More than 576,600 people in the besieged Palestinian enclave of Gaza are facing “catastrophic hunger,” a UN report said on Thursday, Anadolu Agency reports.
“The entire population of Gaza – roughly 2.2 million people – are in crisis or worse levels of acute food insecurity,” according to the Integrated Food Security Phase Classification (IPC) report that included data from the World Food Program (WFP), other UN agencies and non-governmental organisations.
IPC is a multi-stakeholder platform that analyses data to determine the severity and magnitude of hunger crises in accordance with internationally recognised scientific standards.
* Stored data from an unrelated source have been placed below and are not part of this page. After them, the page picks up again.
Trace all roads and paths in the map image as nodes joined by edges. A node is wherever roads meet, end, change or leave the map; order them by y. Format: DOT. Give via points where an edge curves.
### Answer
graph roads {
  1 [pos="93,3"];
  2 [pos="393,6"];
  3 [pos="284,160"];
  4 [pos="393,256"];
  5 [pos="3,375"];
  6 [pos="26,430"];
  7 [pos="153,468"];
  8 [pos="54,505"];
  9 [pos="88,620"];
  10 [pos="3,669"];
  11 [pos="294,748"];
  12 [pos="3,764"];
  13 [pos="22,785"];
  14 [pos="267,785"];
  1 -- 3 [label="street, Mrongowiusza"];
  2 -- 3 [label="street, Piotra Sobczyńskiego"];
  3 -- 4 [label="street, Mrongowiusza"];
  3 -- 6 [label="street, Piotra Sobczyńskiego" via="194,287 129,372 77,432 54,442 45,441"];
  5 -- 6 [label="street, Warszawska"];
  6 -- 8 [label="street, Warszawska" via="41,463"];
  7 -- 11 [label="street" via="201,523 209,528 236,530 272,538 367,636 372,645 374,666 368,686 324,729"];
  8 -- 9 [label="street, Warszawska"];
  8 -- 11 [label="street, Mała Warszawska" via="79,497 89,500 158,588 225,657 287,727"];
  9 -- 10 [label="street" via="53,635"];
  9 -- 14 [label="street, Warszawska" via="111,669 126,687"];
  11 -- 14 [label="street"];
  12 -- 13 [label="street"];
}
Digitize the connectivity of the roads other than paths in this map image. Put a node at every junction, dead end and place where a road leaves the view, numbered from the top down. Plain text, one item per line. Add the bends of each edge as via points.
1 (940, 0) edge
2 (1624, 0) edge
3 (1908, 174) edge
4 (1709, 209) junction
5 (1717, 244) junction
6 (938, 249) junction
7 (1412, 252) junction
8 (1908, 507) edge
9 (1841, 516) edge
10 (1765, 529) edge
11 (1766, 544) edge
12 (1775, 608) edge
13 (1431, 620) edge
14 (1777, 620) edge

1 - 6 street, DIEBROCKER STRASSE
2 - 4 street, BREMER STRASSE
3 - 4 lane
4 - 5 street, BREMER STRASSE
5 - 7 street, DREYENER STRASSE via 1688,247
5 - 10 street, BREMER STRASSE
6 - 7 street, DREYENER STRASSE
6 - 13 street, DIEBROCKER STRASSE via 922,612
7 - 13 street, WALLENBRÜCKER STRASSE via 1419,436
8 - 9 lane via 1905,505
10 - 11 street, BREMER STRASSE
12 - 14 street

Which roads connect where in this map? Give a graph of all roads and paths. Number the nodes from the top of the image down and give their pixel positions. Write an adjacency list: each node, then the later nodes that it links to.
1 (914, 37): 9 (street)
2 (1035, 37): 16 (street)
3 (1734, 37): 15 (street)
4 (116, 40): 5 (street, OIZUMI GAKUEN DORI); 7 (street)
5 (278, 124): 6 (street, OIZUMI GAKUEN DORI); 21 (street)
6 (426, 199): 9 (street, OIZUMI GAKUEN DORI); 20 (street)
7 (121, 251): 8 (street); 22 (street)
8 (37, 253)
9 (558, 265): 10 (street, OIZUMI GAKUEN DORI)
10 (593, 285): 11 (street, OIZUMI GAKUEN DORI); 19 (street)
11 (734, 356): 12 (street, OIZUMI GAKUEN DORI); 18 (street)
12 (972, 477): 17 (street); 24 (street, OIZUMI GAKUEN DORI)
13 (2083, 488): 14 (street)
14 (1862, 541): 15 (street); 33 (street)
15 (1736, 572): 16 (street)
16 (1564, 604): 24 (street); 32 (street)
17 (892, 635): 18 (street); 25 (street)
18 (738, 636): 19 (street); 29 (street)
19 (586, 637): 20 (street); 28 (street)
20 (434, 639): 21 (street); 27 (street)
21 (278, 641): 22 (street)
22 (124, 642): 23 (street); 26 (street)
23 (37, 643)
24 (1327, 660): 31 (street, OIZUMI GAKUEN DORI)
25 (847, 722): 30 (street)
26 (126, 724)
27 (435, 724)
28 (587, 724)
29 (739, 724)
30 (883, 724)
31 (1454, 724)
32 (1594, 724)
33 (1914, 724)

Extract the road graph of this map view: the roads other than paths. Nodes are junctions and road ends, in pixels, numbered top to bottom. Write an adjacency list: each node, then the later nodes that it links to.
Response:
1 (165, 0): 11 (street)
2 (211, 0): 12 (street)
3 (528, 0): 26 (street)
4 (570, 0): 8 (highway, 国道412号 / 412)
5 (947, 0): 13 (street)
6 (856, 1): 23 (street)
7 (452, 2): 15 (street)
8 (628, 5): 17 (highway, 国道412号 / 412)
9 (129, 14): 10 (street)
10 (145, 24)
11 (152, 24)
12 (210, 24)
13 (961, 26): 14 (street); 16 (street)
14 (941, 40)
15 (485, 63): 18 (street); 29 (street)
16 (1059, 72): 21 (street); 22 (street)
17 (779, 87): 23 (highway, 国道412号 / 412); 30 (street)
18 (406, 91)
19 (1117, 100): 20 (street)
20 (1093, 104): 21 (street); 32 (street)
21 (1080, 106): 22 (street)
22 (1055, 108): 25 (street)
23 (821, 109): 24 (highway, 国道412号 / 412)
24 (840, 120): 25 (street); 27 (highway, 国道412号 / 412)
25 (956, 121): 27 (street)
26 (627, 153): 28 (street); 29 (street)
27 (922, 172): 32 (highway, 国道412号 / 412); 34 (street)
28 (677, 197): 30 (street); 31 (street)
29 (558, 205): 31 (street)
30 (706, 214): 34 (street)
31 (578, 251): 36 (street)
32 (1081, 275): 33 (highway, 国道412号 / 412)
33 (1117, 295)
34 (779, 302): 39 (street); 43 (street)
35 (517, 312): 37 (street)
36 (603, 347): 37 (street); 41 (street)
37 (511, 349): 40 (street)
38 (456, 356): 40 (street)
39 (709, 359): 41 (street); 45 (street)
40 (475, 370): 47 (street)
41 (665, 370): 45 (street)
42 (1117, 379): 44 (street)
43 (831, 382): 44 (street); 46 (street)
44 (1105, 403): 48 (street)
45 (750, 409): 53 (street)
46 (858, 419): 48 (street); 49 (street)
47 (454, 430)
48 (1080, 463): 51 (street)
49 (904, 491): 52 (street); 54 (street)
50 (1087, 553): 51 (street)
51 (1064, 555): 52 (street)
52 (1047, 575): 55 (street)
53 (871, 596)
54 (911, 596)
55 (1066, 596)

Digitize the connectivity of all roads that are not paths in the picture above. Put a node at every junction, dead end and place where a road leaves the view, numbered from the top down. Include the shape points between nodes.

The report said that 26% of Gazans, which is about 576,600 people, have “exhausted their food supplies and coping capacities and face catastrophic hunger (IPC Phase 5) and starvation.”
Cindy McCain, the WFP’s executive director, said: “WFP has warned of this coming catastrophe for weeks. Tragically, without the safe, consistent access we have been calling for, the situation is desperate, and no one in Gaza is safe from starvation.”
If the current situation of “intense conflict and restricted humanitarian access persists,” the IPC predicted that there is a “risk of famine occurring within the next six months.”
WFP food security experts had already established that Gazans have “used up all their resources, livelihoods have collapsed, bakeries are destroyed, shops are empty, and families can’t find food,” the report said.
People told WFP staff that they often go entire days without eating and that many adults go hungry so that children can eat, it added.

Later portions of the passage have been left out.